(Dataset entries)
──────
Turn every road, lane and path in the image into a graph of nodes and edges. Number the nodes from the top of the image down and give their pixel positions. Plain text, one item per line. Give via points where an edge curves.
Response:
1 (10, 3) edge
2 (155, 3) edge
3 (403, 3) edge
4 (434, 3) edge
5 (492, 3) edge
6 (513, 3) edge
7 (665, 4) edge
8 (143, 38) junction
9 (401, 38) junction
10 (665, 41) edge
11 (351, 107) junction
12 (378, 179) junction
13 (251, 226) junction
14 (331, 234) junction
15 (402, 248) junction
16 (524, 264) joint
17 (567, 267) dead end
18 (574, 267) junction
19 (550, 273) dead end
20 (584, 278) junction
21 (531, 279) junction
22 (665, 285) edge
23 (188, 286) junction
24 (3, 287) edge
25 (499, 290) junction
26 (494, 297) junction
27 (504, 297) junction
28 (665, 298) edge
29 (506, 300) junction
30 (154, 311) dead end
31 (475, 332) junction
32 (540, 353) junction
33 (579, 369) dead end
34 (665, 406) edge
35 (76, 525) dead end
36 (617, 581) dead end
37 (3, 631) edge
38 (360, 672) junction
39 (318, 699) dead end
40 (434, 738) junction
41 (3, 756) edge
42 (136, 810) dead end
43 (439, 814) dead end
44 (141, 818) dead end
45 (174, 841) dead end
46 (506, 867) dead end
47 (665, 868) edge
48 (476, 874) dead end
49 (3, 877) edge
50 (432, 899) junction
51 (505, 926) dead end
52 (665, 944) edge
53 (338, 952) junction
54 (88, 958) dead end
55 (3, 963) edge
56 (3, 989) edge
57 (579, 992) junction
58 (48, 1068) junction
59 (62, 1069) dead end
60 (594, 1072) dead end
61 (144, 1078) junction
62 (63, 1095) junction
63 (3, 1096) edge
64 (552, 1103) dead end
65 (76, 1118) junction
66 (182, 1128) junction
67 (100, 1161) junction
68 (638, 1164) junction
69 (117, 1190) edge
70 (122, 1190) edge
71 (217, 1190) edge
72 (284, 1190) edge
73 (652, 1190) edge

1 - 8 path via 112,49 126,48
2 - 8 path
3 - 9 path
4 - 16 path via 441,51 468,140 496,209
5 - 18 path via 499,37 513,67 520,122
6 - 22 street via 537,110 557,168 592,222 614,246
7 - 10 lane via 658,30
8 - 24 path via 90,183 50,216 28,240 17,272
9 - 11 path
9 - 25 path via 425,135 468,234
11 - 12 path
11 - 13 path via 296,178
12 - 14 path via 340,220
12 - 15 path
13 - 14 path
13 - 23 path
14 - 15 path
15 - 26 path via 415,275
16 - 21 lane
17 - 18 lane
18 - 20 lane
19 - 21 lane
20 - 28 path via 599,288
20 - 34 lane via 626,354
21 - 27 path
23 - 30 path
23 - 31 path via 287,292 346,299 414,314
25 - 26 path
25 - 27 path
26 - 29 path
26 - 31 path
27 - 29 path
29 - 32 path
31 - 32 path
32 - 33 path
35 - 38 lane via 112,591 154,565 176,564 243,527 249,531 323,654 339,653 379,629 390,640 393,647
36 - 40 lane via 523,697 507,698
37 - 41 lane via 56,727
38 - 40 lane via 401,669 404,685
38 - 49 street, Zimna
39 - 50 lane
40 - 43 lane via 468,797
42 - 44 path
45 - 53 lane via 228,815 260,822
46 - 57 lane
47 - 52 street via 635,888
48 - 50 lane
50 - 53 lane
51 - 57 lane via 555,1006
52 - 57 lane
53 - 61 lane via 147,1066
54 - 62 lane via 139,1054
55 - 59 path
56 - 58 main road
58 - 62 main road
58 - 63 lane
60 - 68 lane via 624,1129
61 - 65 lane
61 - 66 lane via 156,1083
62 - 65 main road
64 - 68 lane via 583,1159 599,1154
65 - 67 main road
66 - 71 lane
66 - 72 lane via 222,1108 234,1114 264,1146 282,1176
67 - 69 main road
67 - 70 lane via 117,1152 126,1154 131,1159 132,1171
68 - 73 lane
──────
● **PROBLEM DETAILS**
Write out all of the entries above, exactly and in full.

● **YOUR RESPONSE**
Turn every road, lane and path in the image into a graph of nodes and edges. Number the nodes from the top of the image down and give their pixel positions. Plain text, one item per line. Give via points where an edge curves.
Response:
1 (10, 3) edge
2 (155, 3) edge
3 (403, 3) edge
4 (434, 3) edge
5 (492, 3) edge
6 (513, 3) edge
7 (665, 4) edge
8 (143, 38) junction
9 (401, 38) junction
10 (665, 41) edge
11 (351, 107) junction
12 (378, 179) junction
13 (251, 226) junction
14 (331, 234) junction
15 (402, 248) junction
16 (524, 264) joint
17 (567, 267) dead end
18 (574, 267) junction
19 (550, 273) dead end
20 (584, 278) junction
21 (531, 279) junction
22 (665, 285) edge
23 (188, 286) junction
24 (3, 287) edge
25 (499, 290) junction
26 (494, 297) junction
27 (504, 297) junction
28 (665, 298) edge
29 (506, 300) junction
30 (154, 311) dead end
31 (475, 332) junction
32 (540, 353) junction
33 (579, 369) dead end
34 (665, 406) edge
35 (76, 525) dead end
36 (617, 581) dead end
37 (3, 631) edge
38 (360, 672) junction
39 (318, 699) dead end
40 (434, 738) junction
41 (3, 756) edge
42 (136, 810) dead end
43 (439, 814) dead end
44 (141, 818) dead end
45 (174, 841) dead end
46 (506, 867) dead end
47 (665, 868) edge
48 (476, 874) dead end
49 (3, 877) edge
50 (432, 899) junction
51 (505, 926) dead end
52 (665, 944) edge
53 (338, 952) junction
54 (88, 958) dead end
55 (3, 963) edge
56 (3, 989) edge
57 (579, 992) junction
58 (48, 1068) junction
59 (62, 1069) dead end
60 (594, 1072) dead end
61 (144, 1078) junction
62 (63, 1095) junction
63 (3, 1096) edge
64 (552, 1103) dead end
65 (76, 1118) junction
66 (182, 1128) junction
67 (100, 1161) junction
68 (638, 1164) junction
69 (117, 1190) edge
70 (122, 1190) edge
71 (217, 1190) edge
72 (284, 1190) edge
73 (652, 1190) edge

1 - 8 path via 112,49 126,48
2 - 8 path
3 - 9 path
4 - 16 path via 441,51 468,140 496,209
5 - 18 path via 499,37 513,67 520,122
6 - 22 street via 537,110 557,168 592,222 614,246
7 - 10 lane via 658,30
8 - 24 path via 90,183 50,216 28,240 17,272
9 - 11 path
9 - 25 path via 425,135 468,234
11 - 12 path
11 - 13 path via 296,178
12 - 14 path via 340,220
12 - 15 path
13 - 14 path
13 - 23 path
14 - 15 path
15 - 26 path via 415,275
16 - 21 lane
17 - 18 lane
18 - 20 lane
19 - 21 lane
20 - 28 path via 599,288
20 - 34 lane via 626,354
21 - 27 path
23 - 30 path
23 - 31 path via 287,292 346,299 414,314
25 - 26 path
25 - 27 path
26 - 29 path
26 - 31 path
27 - 29 path
29 - 32 path
31 - 32 path
32 - 33 path
35 - 38 lane via 112,591 154,565 176,564 243,527 249,531 323,654 339,653 379,629 390,640 393,647
36 - 40 lane via 523,697 507,698
37 - 41 lane via 56,727
38 - 40 lane via 401,669 404,685
38 - 49 street, Zimna
39 - 50 lane
40 - 43 lane via 468,797
42 - 44 path
45 - 53 lane via 228,815 260,822
46 - 57 lane
47 - 52 street via 635,888
48 - 50 lane
50 - 53 lane
51 - 57 lane via 555,1006
52 - 57 lane
53 - 61 lane via 147,1066
54 - 62 lane via 139,1054
55 - 59 path
56 - 58 main road
58 - 62 main road
58 - 63 lane
60 - 68 lane via 624,1129
61 - 65 lane
61 - 66 lane via 156,1083
62 - 65 main road
64 - 68 lane via 583,1159 599,1154
65 - 67 main road
66 - 71 lane
66 - 72 lane via 222,1108 234,1114 264,1146 282,1176
67 - 69 main road
67 - 70 lane via 117,1152 126,1154 131,1159 132,1171
68 - 73 lane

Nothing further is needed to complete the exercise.